冯点点头,“是的,涅阿纳迦喜食新鲜的尸肉,书中还记载着,这种精怪没有固定的形状,并且会模仿猎物的样子,它们有实体,但又像水一样变化多变。”
吴邪仔细琢磨着冯的话,忽然想到什么,他心里悚然一惊!完蛋了!
按照冯的说法,涅阿纳迦会在夜晚出现,而他们此时此刻,很有可能正蹲在这种怪物觅食的老窝上!
张海杏显然也想到了这一点,立即站起来往四周转了一圈,折回来询问冯,“书上有没有记载其他克制这种怪物的办法,除了阳光和盐巴。”
他们随身携带的盐本就不多,烤鱼的时候基本全用掉了,如果那种怪物大批量出现攻击他们,仅剩下的那点盐根本不够用。
冯思索了下,迟疑道:“我并不清楚火光对它们有没有用,但亮光总会让那些魑魅魍魉忌惮一点。”
眼看剩下的一点点日光即将消失在山峦后方,吴邪他们不敢再耽搁时间,立即行动起来,将背包里所有的木炭和燃料都翻出来,拆掉了一顶帐篷,然后在另一顶帐篷周围均匀放置了一圈木炭,赶在天彻底黑掉之前点燃。

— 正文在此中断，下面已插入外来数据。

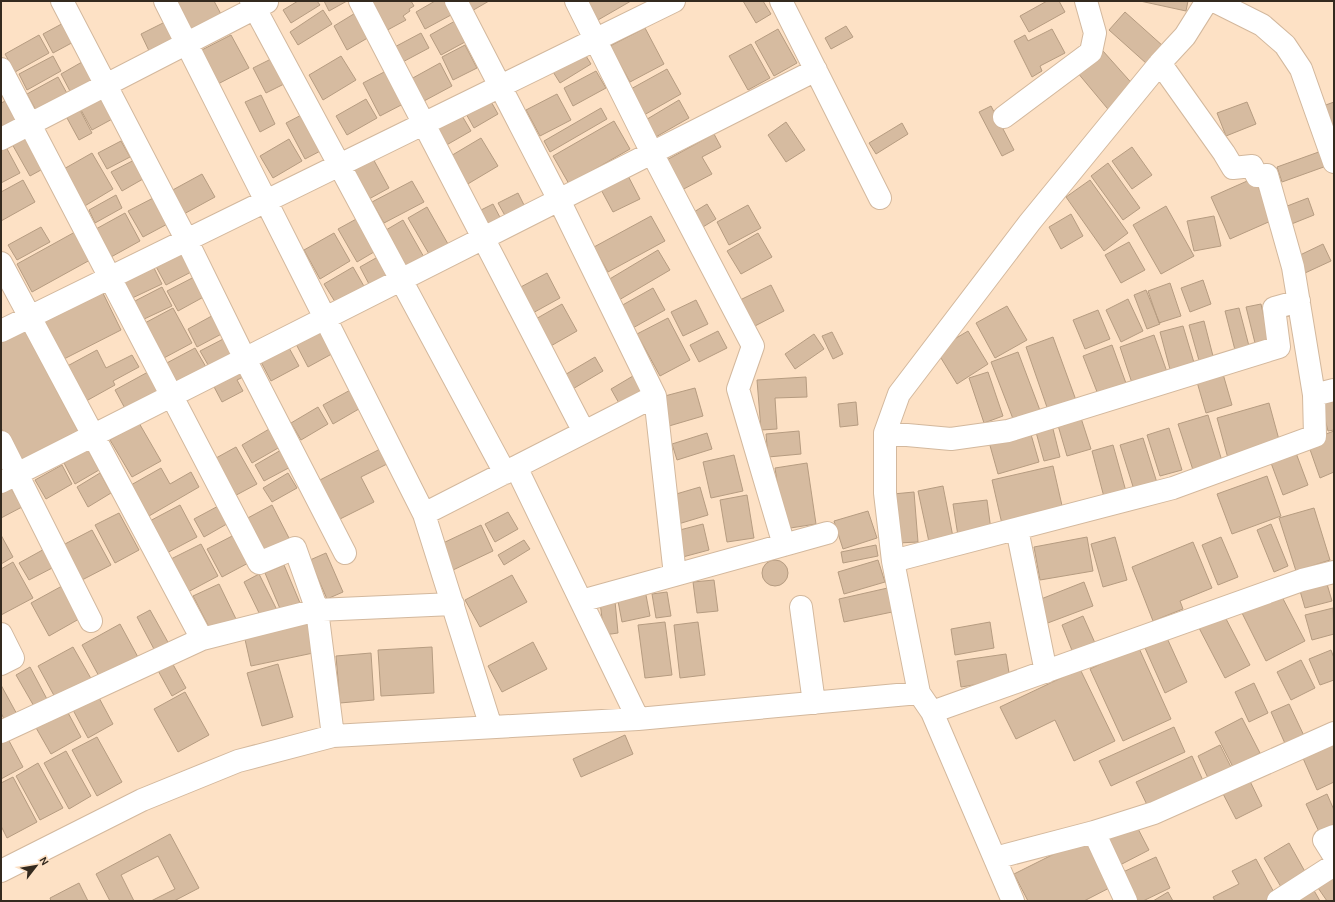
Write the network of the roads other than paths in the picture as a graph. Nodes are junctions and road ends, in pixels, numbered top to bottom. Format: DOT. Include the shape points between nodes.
graph roads {
  1 [pos="62,1"];
  2 [pos="166,1"];
  3 [pos="360,1"];
  4 [pos="456,1"];
  5 [pos="576,1"];
  6 [pos="674,1"];
  7 [pos="781,1"];
  8 [pos="1086,1"];
  9 [pos="1207,1"];
  10 [pos="1214,1"];
  11 [pos="258,3"];
  12 [pos="596,39"];
  13 [pos="187,43"];
  14 [pos="1160,63"];
  15 [pos="1,69"];
  16 [pos="816,70"];
  17 [pos="105,85"];
  18 [pos="499,87"];
  19 [pos="1004,117"];
  20 [pos="30,124"];
  21 [pos="424,124"];
  22 [pos="1,139"];
  23 [pos="652,153"];
  24 [pos="1334,162"];
  25 [pos="339,165"];
  26 [pos="880,198"];
  27 [pos="559,200"];
  28 [pos="266,201"];
  29 [pos="186,239"];
  30 [pos="483,239"];
  31 [pos="1,263"];
  32 [pos="110,278"];
  33 [pos="401,280"];
  34 [pos="1299,301"];
  35 [pos="30,317"];
  36 [pos="326,318"];
  37 [pos="1,331"];
  38 [pos="245,359"];
  39 [pos="1324,393"];
  40 [pos="172,396"];
  41 [pos="655,396"];
  42 [pos="584,432"];
  43 [pos="885,433"];
  44 [pos="93,436"];
  45 [pos="1,442"];
  46 [pos="510,470"];
  47 [pos="9,478"];
  48 [pos="424,514"];
  49 [pos="1017,529"];
  50 [pos="827,533"];
  51 [pos="784,545"];
  52 [pos="345,553"];
  53 [pos="893,561"];
  54 [pos="1334,572"];
  55 [pos="675,576"];
  56 [pos="581,601"];
  57 [pos="453,604"];
  58 [pos="801,607"];
  59 [pos="317,610"];
  60 [pos="91,621"];
  61 [pos="1,634"];
  62 [pos="202,639"];
  63 [pos="1,664"];
  64 [pos="1046,672"];
  65 [pos="919,693"];
  66 [pos="814,703"];
  67 [pos="932,712"];
  68 [pos="638,719"];
  69 [pos="491,727"];
  70 [pos="1,732"];
  71 [pos="1334,734"];
  72 [pos="333,736"];
  73 [pos="1094,832"];
  74 [pos="1334,836"];
  75 [pos="1334,856"];
  76 [pos="996,858"];
  77 [pos="1334,865"];
  78 [pos="1,872"];
  79 [pos="1013,901"];
  80 [pos="1126,901"];
  81 [pos="1278,901"];
  1 -- 17 [label="street"];
  2 -- 13 [label="street"];
  3 -- 21 [label="street"];
  4 -- 18 [label="street"];
  5 -- 12 [label="street"];
  6 -- 12 [label="street"];
  7 -- 16 [label="street"];
  8 -- 19 [label="street" via="1096,33 1091,52"];
  9 -- 14 [label="street" via="1185,36"];
  10 -- 24 [label="street" via="1262,25 1285,45 1301,69"];
  11 -- 13 [label="street"];
  11 -- 25 [label="street"];
  12 -- 18 [label="street"];
  12 -- 23 [label="street"];
  13 -- 17 [label="street"];
  13 -- 28 [label="street"];
  14 -- 34 [label="street" via="1233,168 1252,166 1256,176 1267,175 1293,267"];
  14 -- 43 [label="street" via="1030,222 899,394"];
  15 -- 20 [label="street"];
  16 -- 23 [label="street"];
  16 -- 26 [label="street"];
  17 -- 20 [label="street"];
  17 -- 29 [label="street"];
  18 -- 21 [label="street"];
  18 -- 27 [label="street"];
  20 -- 22 [label="street"];
  20 -- 32 [label="street"];
  21 -- 25 [label="street"];
  21 -- 30 [label="street"];
  23 -- 27 [label="street"];
  23 -- 51 [label="street" via="752,346 738,389"];
  25 -- 28 [label="street"];
  25 -- 33 [label="street"];
  27 -- 30 [label="street"];
  27 -- 41 [label="street"];
  28 -- 29 [label="street"];
  28 -- 36 [label="street"];
  29 -- 32 [label="street"];
  29 -- 38 [label="street"];
  30 -- 33 [label="street"];
  30 -- 42 [label="street"];
  31 -- 35 [label="street"];
  32 -- 35 [label="street"];
  32 -- 40 [label="street"];
  33 -- 36 [label="street"];
  33 -- 46 [label="street"];
  34 -- 39 [label="street"];
  34 -- 43 [label="street" via="1274,308 1279,347 1008,431 950,439"];
  35 -- 37 [label="street"];
  35 -- 44 [label="street"];
  36 -- 38 [label="street"];
  36 -- 48 [label="street"];
  38 -- 40 [label="street"];
  38 -- 52 [label="street"];
  39 -- 49 [label="street" via="1315,436 1173,488"];
  40 -- 44 [label="street"];
  40 -- 59 [label="street" via="259,563 295,548"];
  41 -- 42 [label="street"];
  41 -- 55 [label="street"];
  42 -- 46 [label="street"];
  43 -- 53 [label="street" via="885,493"];
  44 -- 47 [label="street"];
  44 -- 62 [label="street"];
  45 -- 47 [label="street"];
  46 -- 48 [label="street"];
  46 -- 56 [label="street"];
  47 -- 60 [label="street"];
  48 -- 57 [label="street"];
  49 -- 53 [label="street"];
  49 -- 64 [label="street"];
  50 -- 51 [label="street"];
  51 -- 55 [label="street"];
  53 -- 65 [label="street"];
  54 -- 64 [label="street" via="1302,580"];
  55 -- 56 [label="street"];
  56 -- 68 [label="street"];
  57 -- 59 [label="street"];
  57 -- 69 [label="street"];
  58 -- 66 [label="street"];
  59 -- 62 [label="street"];
  59 -- 72 [label="street"];
  61 -- 63 [label="street" via="13,658"];
  62 -- 70 [label="street"];
  64 -- 67 [label="street"];
  65 -- 66 [label="street"];
  65 -- 67 [label="street"];
  66 -- 68 [label="street"];
  67 -- 76 [label="street"];
  68 -- 69 [label="street"];
  69 -- 72 [label="street"];
  71 -- 73 [label="street" via="1154,813"];
  72 -- 78 [label="street" via="238,761 142,800"];
  73 -- 76 [label="street"];
  73 -- 80 [label="street"];
  74 -- 75 [label="street" via="1324,840"];
  76 -- 79 [label="street"];
  77 -- 81 [label="street"];
}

胖子把炉子和锅挪到了帐篷里面,四人围着炉子快速解决完晚饭,将全身裹紧,身边准备了一撮盐,背朝着热乎乎的火炉,严阵以待。
周围温度本就高得仿佛立了夏一般,加上在这种基本密闭的空间里,风吹不进来,胖子热得汗水哗啦啦往下淌,眼睛都被糊住睁不开。
就这一晃神儿的功夫,他忽然感觉到自己身旁好像坐了一个温腾腾的人,不对,他边上一直坐着人,左边是冯,右边是吴邪。

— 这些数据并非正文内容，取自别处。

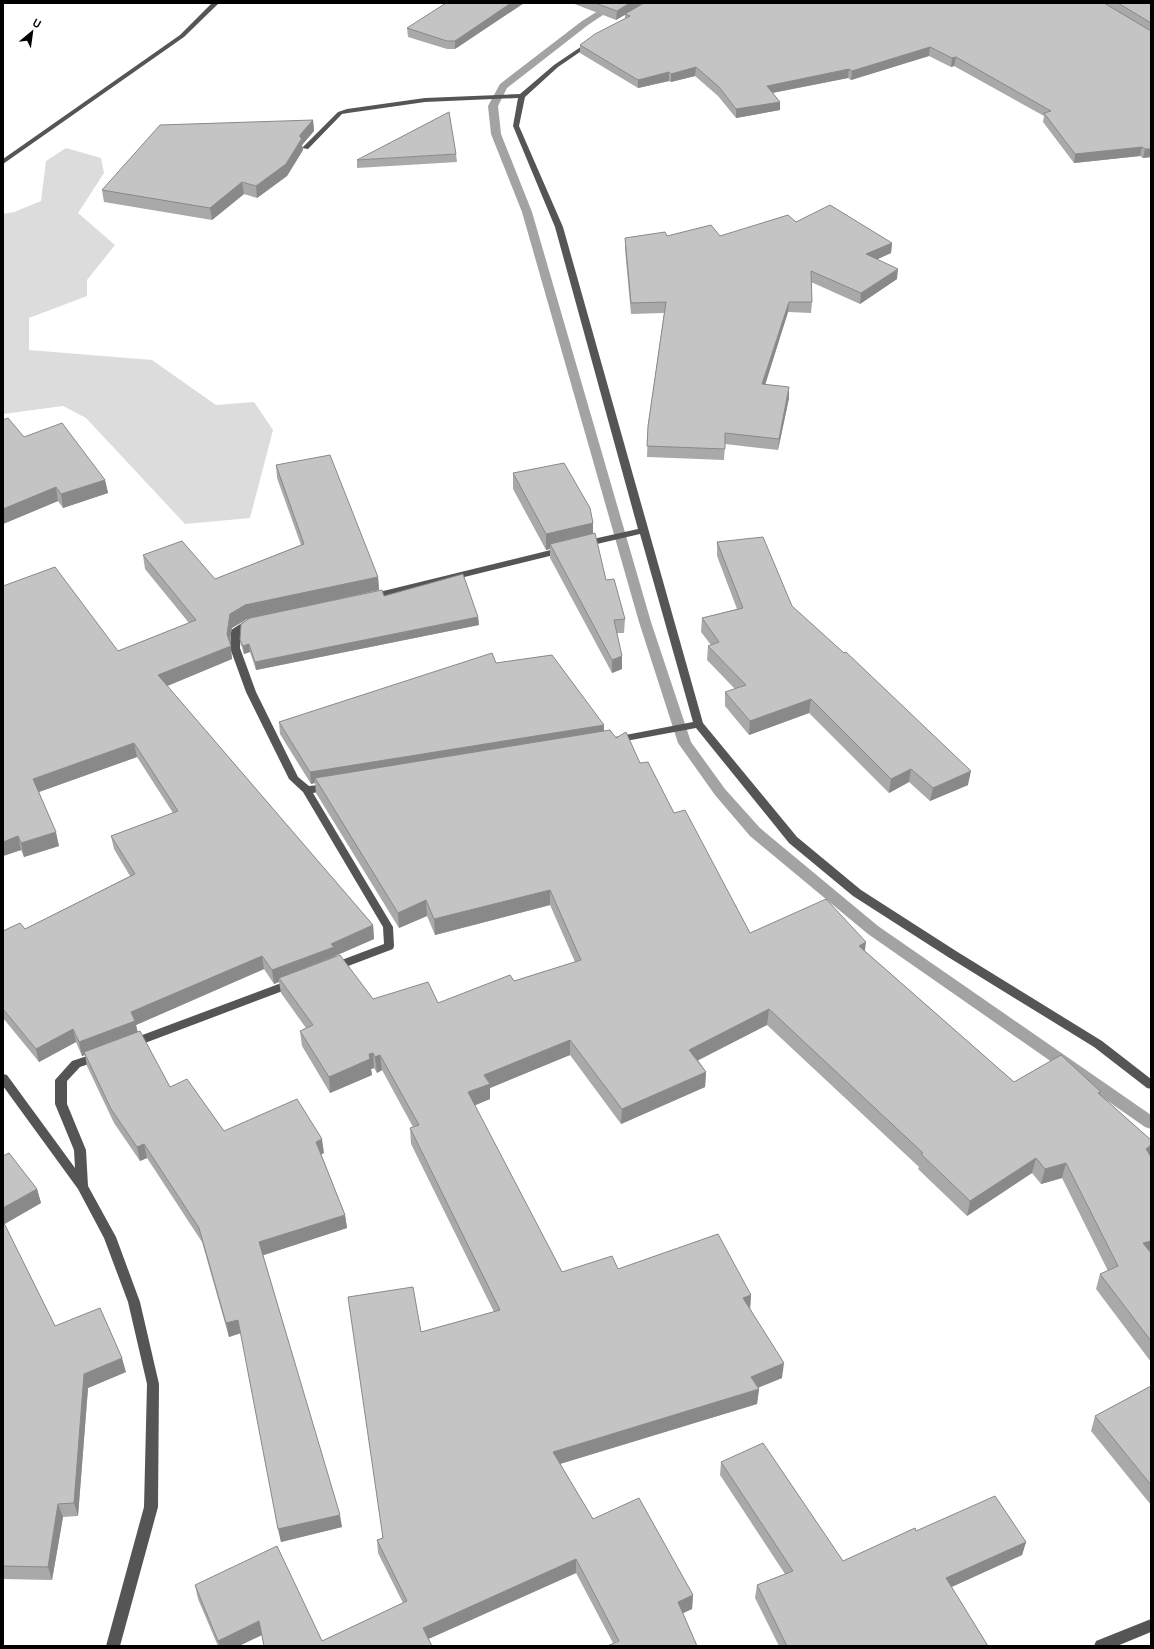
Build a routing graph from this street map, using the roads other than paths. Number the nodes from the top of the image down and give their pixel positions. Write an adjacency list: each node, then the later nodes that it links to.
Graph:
1 (216, 3): 5 (street)
2 (597, 38): 3 (street)
3 (522, 96): 4 (street); 6 (street)
4 (306, 148)
5 (3, 162)
6 (643, 531): 7 (street); 9 (street)
7 (363, 598)
8 (263, 620): 12 (street)
9 (698, 724): 10 (street); 18 (street)
10 (607, 741)
11 (340, 786): 12 (street)
12 (307, 790): 13 (street)
13 (327, 970)
14 (305, 978): 15 (street)
15 (120, 1047)
16 (106, 1053): 19 (street)
17 (3, 1078): 19 (street)
18 (1151, 1085)
19 (82, 1186): 21 (street)
20 (1151, 1625): 22 (street)
21 (113, 1646)
22 (1101, 1646)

但不知道为什么,他这会儿心里头总是一突一突的,好像即将要发生什么非常不好的事情。
胖子立即用余光往右边去看,看到右边的人确实是吴邪,怀里还抱着步枪,这才大松一口气,扭头想跟他说一句什么。
熟料就是这一转,他的脖子直接僵硬在原地。
他看到了吴邪的影子,但这个影子非常奇怪,它是朝着身后燃烧着的火炉的方向,定定的贴在地上。

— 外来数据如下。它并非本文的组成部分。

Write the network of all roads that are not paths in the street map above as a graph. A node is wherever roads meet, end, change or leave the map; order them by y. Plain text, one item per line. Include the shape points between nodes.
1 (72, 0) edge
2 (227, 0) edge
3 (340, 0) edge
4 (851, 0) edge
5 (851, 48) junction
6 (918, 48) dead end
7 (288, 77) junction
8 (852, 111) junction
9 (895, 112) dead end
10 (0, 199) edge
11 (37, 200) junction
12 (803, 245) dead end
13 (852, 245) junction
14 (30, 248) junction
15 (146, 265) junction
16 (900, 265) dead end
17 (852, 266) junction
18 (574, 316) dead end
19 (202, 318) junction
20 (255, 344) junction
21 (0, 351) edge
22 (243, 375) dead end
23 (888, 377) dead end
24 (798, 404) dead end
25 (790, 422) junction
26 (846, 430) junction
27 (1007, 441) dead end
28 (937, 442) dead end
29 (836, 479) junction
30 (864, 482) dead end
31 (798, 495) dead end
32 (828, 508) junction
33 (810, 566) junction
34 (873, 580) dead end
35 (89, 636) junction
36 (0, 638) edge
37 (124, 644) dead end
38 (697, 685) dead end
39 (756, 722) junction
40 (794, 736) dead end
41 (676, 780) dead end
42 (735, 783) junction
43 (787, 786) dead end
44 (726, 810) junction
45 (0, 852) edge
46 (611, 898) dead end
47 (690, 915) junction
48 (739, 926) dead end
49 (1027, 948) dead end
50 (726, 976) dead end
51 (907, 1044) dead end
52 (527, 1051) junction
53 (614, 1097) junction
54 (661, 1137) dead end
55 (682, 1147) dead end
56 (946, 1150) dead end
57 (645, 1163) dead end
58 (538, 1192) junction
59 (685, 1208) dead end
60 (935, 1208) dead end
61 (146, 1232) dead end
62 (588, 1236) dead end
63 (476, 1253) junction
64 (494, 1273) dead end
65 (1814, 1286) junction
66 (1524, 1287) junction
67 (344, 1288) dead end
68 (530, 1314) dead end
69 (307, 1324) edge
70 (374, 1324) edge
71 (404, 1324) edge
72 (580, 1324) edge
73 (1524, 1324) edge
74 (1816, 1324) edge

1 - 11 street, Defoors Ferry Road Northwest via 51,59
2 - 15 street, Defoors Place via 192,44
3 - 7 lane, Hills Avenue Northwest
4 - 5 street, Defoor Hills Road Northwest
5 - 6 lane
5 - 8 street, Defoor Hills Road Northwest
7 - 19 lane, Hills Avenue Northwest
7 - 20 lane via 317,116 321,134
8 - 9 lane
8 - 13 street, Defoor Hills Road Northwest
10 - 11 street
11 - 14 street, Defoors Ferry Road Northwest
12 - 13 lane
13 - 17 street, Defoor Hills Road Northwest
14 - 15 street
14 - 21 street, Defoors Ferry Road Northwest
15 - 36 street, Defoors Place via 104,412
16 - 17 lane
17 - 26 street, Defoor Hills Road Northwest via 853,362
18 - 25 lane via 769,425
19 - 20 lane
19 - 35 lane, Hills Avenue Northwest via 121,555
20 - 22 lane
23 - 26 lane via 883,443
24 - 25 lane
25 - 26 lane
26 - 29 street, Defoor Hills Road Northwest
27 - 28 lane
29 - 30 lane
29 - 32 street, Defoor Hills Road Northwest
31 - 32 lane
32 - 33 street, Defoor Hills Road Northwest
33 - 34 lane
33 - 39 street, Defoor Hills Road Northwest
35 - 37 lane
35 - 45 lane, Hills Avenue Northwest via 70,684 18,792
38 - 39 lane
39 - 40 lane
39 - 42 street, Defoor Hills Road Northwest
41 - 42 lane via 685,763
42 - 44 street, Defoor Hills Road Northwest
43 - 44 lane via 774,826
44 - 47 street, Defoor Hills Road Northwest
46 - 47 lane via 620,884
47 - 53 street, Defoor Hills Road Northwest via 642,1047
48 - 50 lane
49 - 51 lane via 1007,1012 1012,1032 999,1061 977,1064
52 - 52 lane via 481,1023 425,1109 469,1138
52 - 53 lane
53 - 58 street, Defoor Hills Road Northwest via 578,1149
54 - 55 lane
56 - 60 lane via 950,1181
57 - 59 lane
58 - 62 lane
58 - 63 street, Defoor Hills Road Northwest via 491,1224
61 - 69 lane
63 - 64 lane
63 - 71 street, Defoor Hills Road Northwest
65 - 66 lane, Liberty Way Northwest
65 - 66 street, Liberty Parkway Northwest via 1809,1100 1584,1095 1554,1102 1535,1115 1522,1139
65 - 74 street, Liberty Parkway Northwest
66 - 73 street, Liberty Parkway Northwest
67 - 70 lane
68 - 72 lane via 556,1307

吴邪一动不动,而那影子,却在慢慢缩短,一点点的,在往吴邪的后背上靠。
完犊子玩意儿,那鬼东西竟然在不知什么时候已经来了,火苗对它半点屁用也没有。
为今之计只剩下最后一招了,看到吴邪斜着眼睛打眼色,胖子屏气凝息,缓缓伸手抓住地上的盐包。
凭着两人长久以来的默契,在吴邪猛地低头俯身趴倒的瞬间将纸包扯破,里面的盐粉全部飞撒在吴邪的脖子上。
只听见一连串油锅进水滴般的滋啦灼炼声,那黑影嗖一下缩成一片钻进了他们脚边的缝隙中。
还不等两人松口气,耳边突然炸响了一连串的枪声。
开枪的人是张海杏,帐篷外的火光已经被黑影彻底覆住,一片漆黑。